--- Task prompt ---
An exact restatement of the entire listing is needed, excluding all images.

--- Data for processing ---

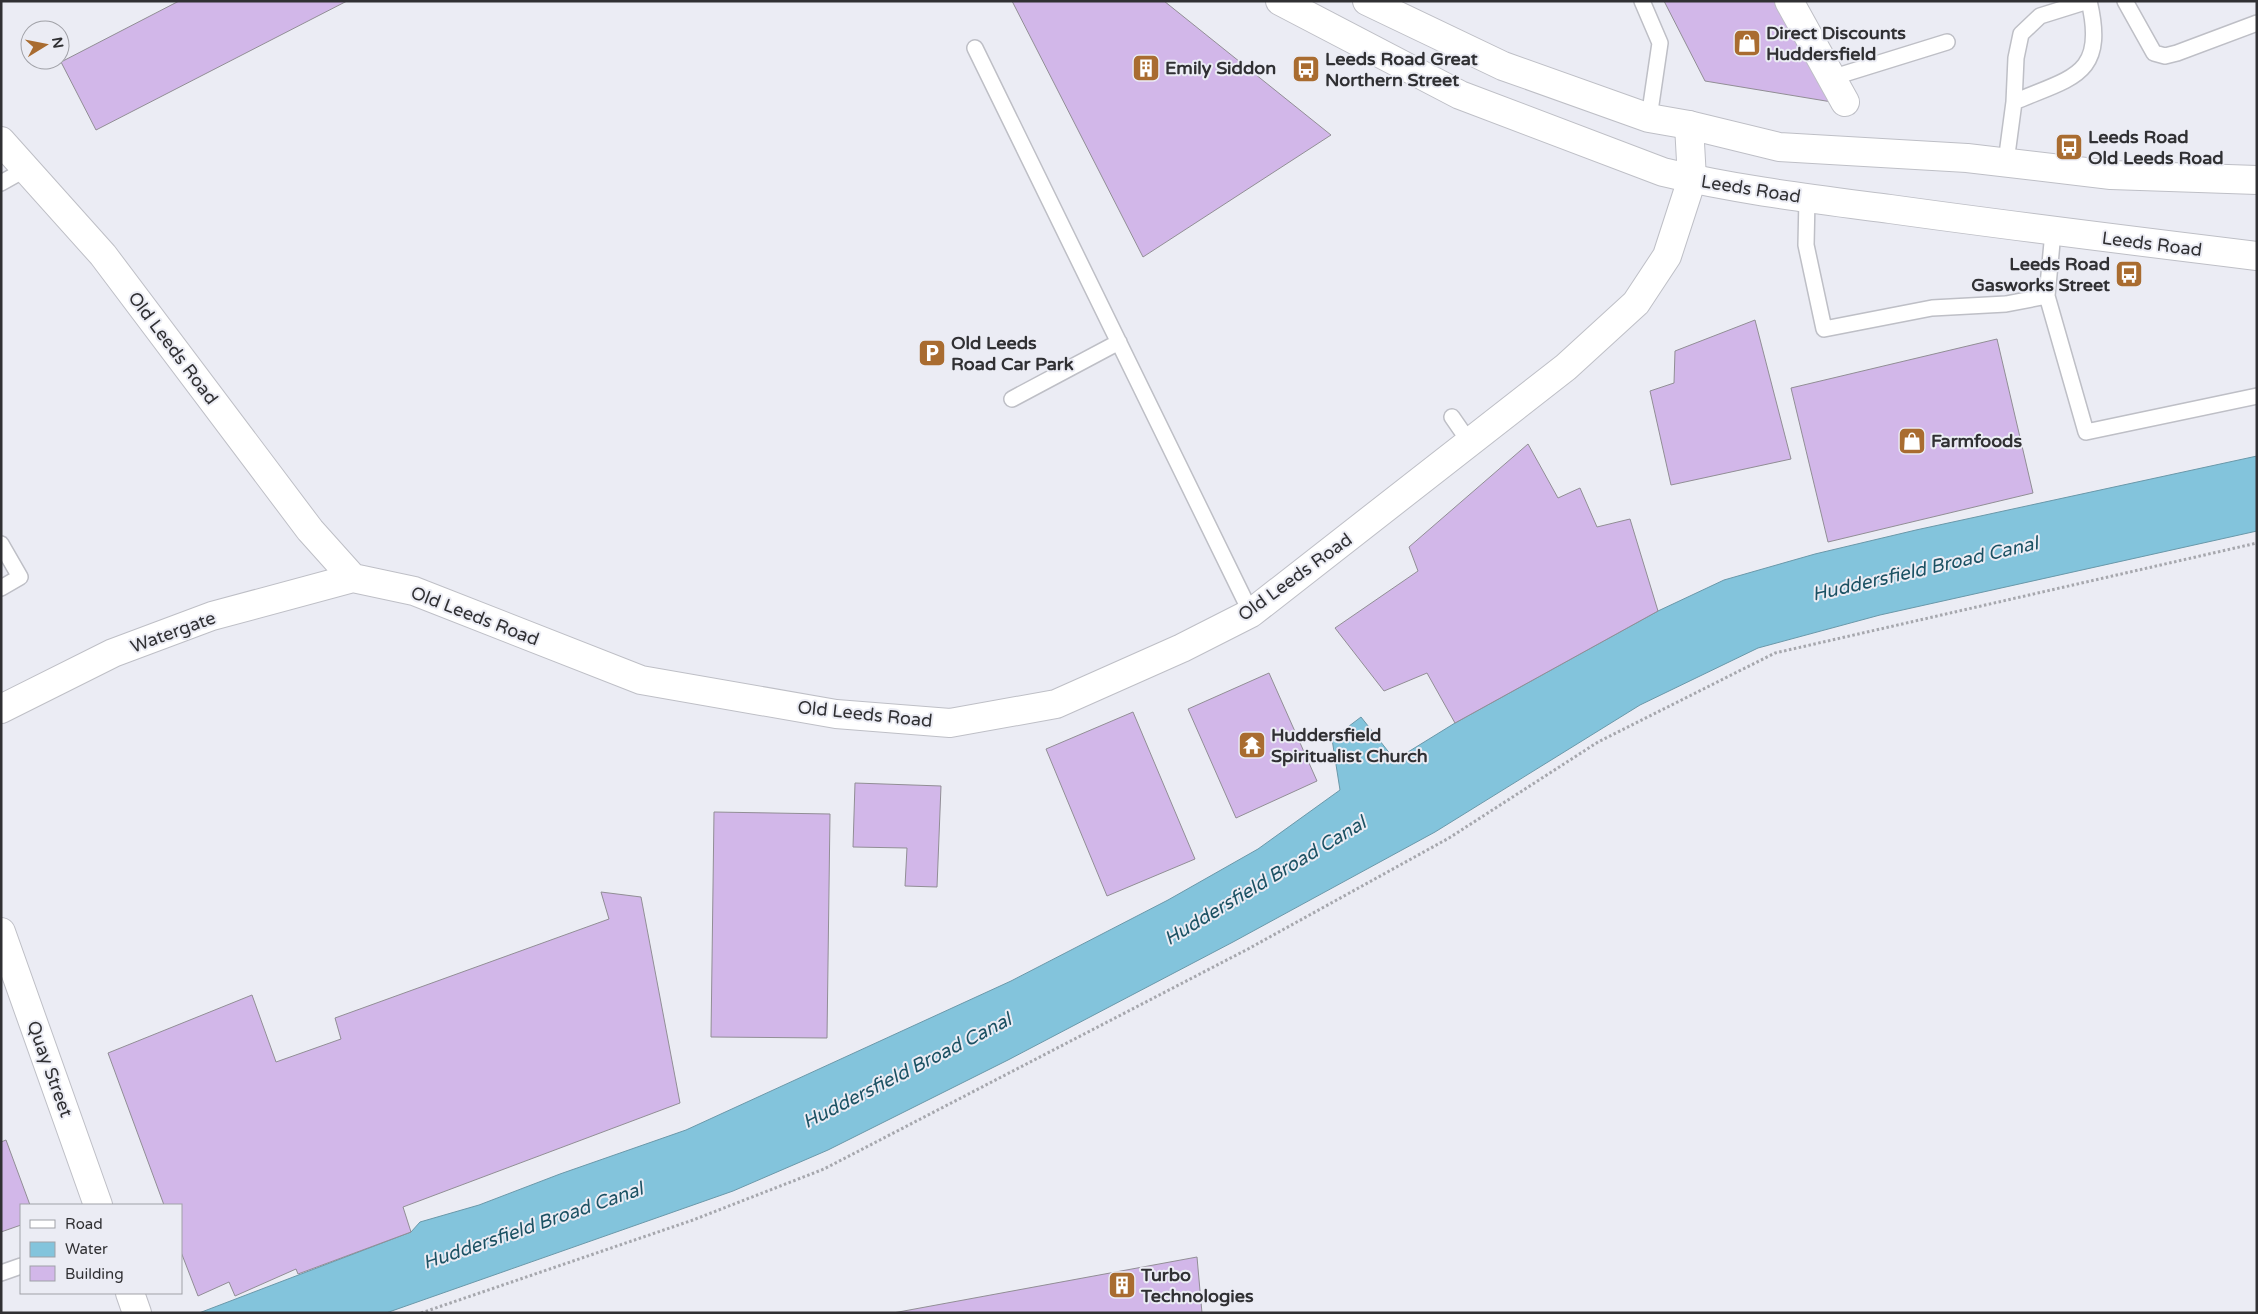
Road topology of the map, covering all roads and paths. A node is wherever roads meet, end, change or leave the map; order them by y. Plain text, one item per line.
1 (1280, 1) edge
2 (1368, 1) edge
3 (1642, 1) edge
4 (1789, 1) edge
5 (2089, 1) edge
6 (2125, 1) edge
7 (2257, 23) edge
8 (1947, 42) dead end
9 (975, 48) dead end
10 (1831, 78) junction
11 (1846, 102) dead end
12 (2014, 102) junction
13 (1649, 118) junction
14 (1689, 125) junction
15 (1, 141) edge
16 (2006, 162) junction
17 (26, 170) junction
18 (1692, 179) junction
19 (2257, 180) edge
20 (1, 183) edge
21 (1807, 198) junction
22 (2053, 232) junction
23 (2257, 256) edge
24 (2047, 296) junction
25 (1119, 342) junction
26 (2257, 396) edge
27 (1012, 399) dead end
28 (1452, 417) dead end
29 (1470, 443) junction
30 (2257, 543) edge
31 (1, 544) edge
32 (353, 578) junction
33 (1, 588) edge
34 (1251, 612) junction
35 (1, 710) edge
36 (1, 932) edge
37 (98, 1204) edge
38 (20, 1266) edge
39 (1, 1273) edge
40 (421, 1313) edge

1 - 18 street, Leeds Road
2 - 13 street
3 - 13 lane
4 - 10 street
5 - 12 lane
5 - 12 lane
6 - 7 lane
8 - 10 lane
9 - 25 lane
10 - 11 street
12 - 16 lane
13 - 14 street
14 - 16 street
14 - 18 street, Old Leeds Road
15 - 17 street, Old Leeds Road
16 - 19 street
17 - 20 lane
17 - 32 street, Old Leeds Road
18 - 21 street, Leeds Road
18 - 29 street, Old Leeds Road
21 - 22 street, Leeds Road
21 - 24 lane
22 - 23 street, Leeds Road
22 - 24 lane
24 - 26 lane
25 - 27 lane
25 - 34 lane
28 - 29 lane
29 - 34 street, Old Leeds Road
30 - 40 path
31 - 33 lane
32 - 34 street, Old Leeds Road
32 - 35 street, Watergate
36 - 37 street, Quay Street
38 - 39 lane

--- Task solution ---
Road topology of the map, covering all roads and paths. A node is wherever roads meet, end, change or leave the map; order them by y. Plain text, one item per line.
1 (1280, 1) edge
2 (1368, 1) edge
3 (1642, 1) edge
4 (1789, 1) edge
5 (2089, 1) edge
6 (2125, 1) edge
7 (2257, 23) edge
8 (1947, 42) dead end
9 (975, 48) dead end
10 (1831, 78) junction
11 (1846, 102) dead end
12 (2014, 102) junction
13 (1649, 118) junction
14 (1689, 125) junction
15 (1, 141) edge
16 (2006, 162) junction
17 (26, 170) junction
18 (1692, 179) junction
19 (2257, 180) edge
20 (1, 183) edge
21 (1807, 198) junction
22 (2053, 232) junction
23 (2257, 256) edge
24 (2047, 296) junction
25 (1119, 342) junction
26 (2257, 396) edge
27 (1012, 399) dead end
28 (1452, 417) dead end
29 (1470, 443) junction
30 (2257, 543) edge
31 (1, 544) edge
32 (353, 578) junction
33 (1, 588) edge
34 (1251, 612) junction
35 (1, 710) edge
36 (1, 932) edge
37 (98, 1204) edge
38 (20, 1266) edge
39 (1, 1273) edge
40 (421, 1313) edge

1 - 18 street, Leeds Road
2 - 13 street
3 - 13 lane
4 - 10 street
5 - 12 lane
5 - 12 lane
6 - 7 lane
8 - 10 lane
9 - 25 lane
10 - 11 street
12 - 16 lane
13 - 14 street
14 - 16 street
14 - 18 street, Old Leeds Road
15 - 17 street, Old Leeds Road
16 - 19 street
17 - 20 lane
17 - 32 street, Old Leeds Road
18 - 21 street, Leeds Road
18 - 29 street, Old Leeds Road
21 - 22 street, Leeds Road
21 - 24 lane
22 - 23 street, Leeds Road
22 - 24 lane
24 - 26 lane
25 - 27 lane
25 - 34 lane
28 - 29 lane
29 - 34 street, Old Leeds Road
30 - 40 path
31 - 33 lane
32 - 34 street, Old Leeds Road
32 - 35 street, Watergate
36 - 37 street, Quay Street
38 - 39 lane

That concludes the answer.